* **What the exercise asks**
Copy the data below exactly, omitting any picture it contains.

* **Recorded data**
== Segment start ==

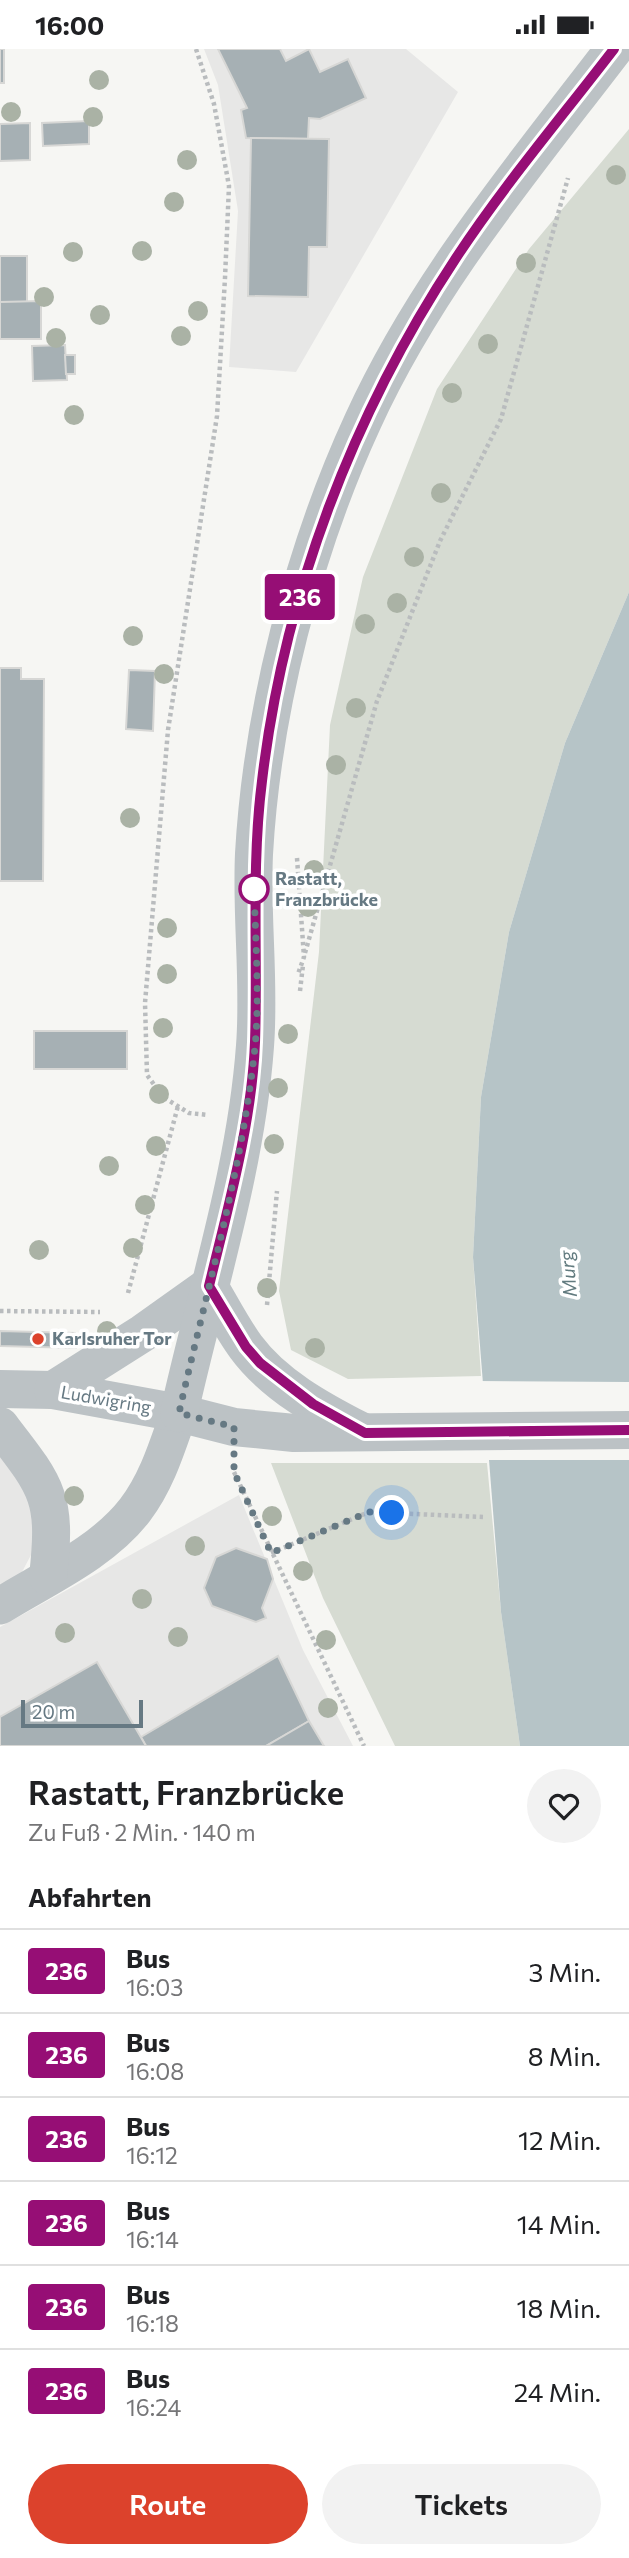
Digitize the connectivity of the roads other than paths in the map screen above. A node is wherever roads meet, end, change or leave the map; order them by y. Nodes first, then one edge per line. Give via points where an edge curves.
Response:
1 (614, 49) edge
2 (209, 1286) junction
3 (0, 1389) edge
4 (53, 1390) junction
5 (179, 1413) junction
6 (0, 1426) edge
7 (629, 1430) edge
8 (365, 1433) junction
9 (48, 1577) junction
10 (0, 1606) edge

1 - 2 street via 497,200 436,290 363,421 330,502 295,614 262,779 254,855 255,1045 245,1118
2 - 4 street
2 - 5 street
2 - 8 street via 246,1347 296,1392
3 - 4 street, Ludwigring
4 - 5 street, Ludwigring
5 - 8 street, Ludwigring via 234,1427
5 - 9 street via 158,1472 135,1510 108,1539
6 - 9 street via 46,1491 52,1512
7 - 8 street, Ludwigring
9 - 10 street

== Segment end ==

* **Solution**
Digitize the connectivity of the roads other than paths in the map screen above. A node is wherever roads meet, end, change or leave the map; order them by y. Nodes first, then one edge per line. Give via points where an edge curves.
Response:
1 (614, 49) edge
2 (209, 1286) junction
3 (0, 1389) edge
4 (53, 1390) junction
5 (179, 1413) junction
6 (0, 1426) edge
7 (629, 1430) edge
8 (365, 1433) junction
9 (48, 1577) junction
10 (0, 1606) edge

1 - 2 street via 497,200 436,290 363,421 330,502 295,614 262,779 254,855 255,1045 245,1118
2 - 4 street
2 - 5 street
2 - 8 street via 246,1347 296,1392
3 - 4 street, Ludwigring
4 - 5 street, Ludwigring
5 - 8 street, Ludwigring via 234,1427
5 - 9 street via 158,1472 135,1510 108,1539
6 - 9 street via 46,1491 52,1512
7 - 8 street, Ludwigring
9 - 10 street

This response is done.